Nuit bien courte d'ailleurs, après l'apéro au Sainte-Croix du Mont, la tambouille et autre génépi en digestif....

...on se couche à 23h, le réveil est réglé à...

Lundi 1er avril

...4h45. Car bien sûr, tant qu'à monter sur un sommet, autant le faire de nuit histoire de profiter du levé de soleil. Après le petit déjeuner, nous voilà donc partis. 5h45, il ne fait pas très froid, mais il a quand même gelé au dehors (ça tombe bien, j'ai pas mes couteaux!). A la lueur des frontales, nous remontons une bonne pente pour rejoindre la crête qui court vers le sommet. Bien cornichée, elle se couche ensuite et nous la suivons. Au pied de la dernière grimpette, nous laissons les skis et montons à pieds en suivant toujours l'arête sommitale qui nous dépose à la cime (7h). Il fait encore nuit noire, l'horizon commence à peine à s'illuminer. Nous sommes donc en avance, et comme nous avons chacun monté notre pied photo, nous avons tout le temps qu'il faut pour préparer l'aube puis l'arrivée de l'astre solaire.
 Installation du matériel
En attendant le soleil
Nous assistons à ce spectacle, faisons bien des photos,
 Premières lueurs sur le pic de Coumeverde, le pic de Pomebrune et le Valier
 Le Valier
 The magic moment...
 Vue sur le Valier

...et restons même longuement au sommet, car nous y sommes bien : nous n'avons pas froid, il n'y a pas de vent, et la vue sur les faces est et ouest du Vallier est le clou du spectacle.

Le soleil s'élève doucement...

 Cyril et le Pomebrune
Pomebrune, Valier...
 Pause photo
Dernier clichés vers le nord ouest
Un petit 270°:

Mais il faut bien redescendre, bientôt 10h du matin, et nous voilà bientôt parti pour un run sur la cabane.

Descente...

Une petite infusion, et hop, les sacs sont refaits, 11h skis rempautés, nous remontons au col de la Crouzette.
Les pentes du Tuc de la Messe

De là, nous poursuivons vers le tuc de la Messe dont les pentes terminales nous laissent imaginer la descente.
Montée vers la Messe
Sur la crête sommitale

12h15 au sommet, quelques nuages sont apparus vers le Valier mais il fait beau à l'ouest...
Vue sur le Barlonguère

...nous en profitons pour nous restaurer un peu.

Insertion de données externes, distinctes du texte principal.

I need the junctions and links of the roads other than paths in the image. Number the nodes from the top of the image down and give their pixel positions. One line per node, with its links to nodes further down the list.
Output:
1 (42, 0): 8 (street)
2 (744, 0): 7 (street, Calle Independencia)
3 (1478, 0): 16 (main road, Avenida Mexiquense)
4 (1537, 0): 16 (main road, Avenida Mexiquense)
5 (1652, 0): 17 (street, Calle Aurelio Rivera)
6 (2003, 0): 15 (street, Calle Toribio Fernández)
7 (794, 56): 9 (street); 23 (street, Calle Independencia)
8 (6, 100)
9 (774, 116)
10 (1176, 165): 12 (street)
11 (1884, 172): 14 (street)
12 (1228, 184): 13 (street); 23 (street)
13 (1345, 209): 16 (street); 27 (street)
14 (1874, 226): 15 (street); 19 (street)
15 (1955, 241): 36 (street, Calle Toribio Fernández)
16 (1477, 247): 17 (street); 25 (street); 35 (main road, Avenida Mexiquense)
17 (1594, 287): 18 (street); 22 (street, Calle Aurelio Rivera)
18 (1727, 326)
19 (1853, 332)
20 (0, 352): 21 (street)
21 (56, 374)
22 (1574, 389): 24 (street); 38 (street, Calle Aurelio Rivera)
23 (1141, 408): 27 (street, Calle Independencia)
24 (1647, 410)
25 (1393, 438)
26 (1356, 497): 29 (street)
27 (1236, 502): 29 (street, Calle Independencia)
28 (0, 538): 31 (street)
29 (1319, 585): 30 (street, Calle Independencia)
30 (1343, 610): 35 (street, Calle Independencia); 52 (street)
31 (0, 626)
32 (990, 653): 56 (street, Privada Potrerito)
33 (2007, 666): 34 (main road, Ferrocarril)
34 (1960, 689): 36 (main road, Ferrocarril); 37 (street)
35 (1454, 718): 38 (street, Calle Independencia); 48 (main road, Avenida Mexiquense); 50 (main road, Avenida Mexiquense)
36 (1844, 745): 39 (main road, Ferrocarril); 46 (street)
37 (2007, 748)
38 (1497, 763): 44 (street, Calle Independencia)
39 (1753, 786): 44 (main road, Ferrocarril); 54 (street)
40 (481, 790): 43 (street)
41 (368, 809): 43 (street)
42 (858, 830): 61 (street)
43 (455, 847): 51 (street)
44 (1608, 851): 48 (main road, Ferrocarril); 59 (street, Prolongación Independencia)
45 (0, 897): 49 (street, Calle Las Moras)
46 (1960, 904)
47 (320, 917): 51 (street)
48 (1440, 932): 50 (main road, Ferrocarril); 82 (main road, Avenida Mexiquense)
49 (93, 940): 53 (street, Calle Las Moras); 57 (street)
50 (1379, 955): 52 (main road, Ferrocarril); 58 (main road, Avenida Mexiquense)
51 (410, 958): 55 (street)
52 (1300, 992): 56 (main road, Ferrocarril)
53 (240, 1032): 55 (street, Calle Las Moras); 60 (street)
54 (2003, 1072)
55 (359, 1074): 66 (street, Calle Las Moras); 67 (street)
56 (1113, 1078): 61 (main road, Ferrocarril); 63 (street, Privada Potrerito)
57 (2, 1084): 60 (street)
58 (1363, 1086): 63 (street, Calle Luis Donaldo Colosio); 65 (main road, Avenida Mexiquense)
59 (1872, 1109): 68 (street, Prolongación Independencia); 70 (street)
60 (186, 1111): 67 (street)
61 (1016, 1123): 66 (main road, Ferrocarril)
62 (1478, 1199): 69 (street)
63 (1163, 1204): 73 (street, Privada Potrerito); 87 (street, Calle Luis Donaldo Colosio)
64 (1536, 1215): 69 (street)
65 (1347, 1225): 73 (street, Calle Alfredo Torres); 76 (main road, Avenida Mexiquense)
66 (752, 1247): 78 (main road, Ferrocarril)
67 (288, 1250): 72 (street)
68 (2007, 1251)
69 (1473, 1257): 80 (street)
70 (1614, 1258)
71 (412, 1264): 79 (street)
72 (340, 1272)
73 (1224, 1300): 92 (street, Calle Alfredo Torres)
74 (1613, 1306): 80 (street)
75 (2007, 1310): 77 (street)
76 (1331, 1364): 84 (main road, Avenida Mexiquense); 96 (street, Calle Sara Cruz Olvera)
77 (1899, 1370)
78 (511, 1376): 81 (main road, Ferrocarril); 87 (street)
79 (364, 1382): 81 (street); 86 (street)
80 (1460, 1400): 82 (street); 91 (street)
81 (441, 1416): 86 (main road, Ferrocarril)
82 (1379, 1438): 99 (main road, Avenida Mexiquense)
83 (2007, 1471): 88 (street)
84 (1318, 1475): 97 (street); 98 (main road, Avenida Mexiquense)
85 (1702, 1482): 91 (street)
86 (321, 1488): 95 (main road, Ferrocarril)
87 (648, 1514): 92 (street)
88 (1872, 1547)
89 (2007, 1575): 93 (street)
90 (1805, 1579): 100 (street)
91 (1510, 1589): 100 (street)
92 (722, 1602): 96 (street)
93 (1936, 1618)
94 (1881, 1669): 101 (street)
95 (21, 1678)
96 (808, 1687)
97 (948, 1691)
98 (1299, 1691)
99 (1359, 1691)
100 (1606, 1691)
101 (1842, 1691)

Il fait faim depuis le café de ce matin.
13h15 nous quittons la cime et entamons la descente splendide dans une neige de cinéma.

Descentes...


Retour au col de la Crouzette et descente plein gaz sur le replat de la cabane de l'Eychelle ou il faut pousser un peu sur les batons.
Sous le col de la Crouzette

Ensuite, nous suivons l'itinéraire de la montée dans une neige maintenant lourde et moins agréable à skier. 15h, retour à la voiture.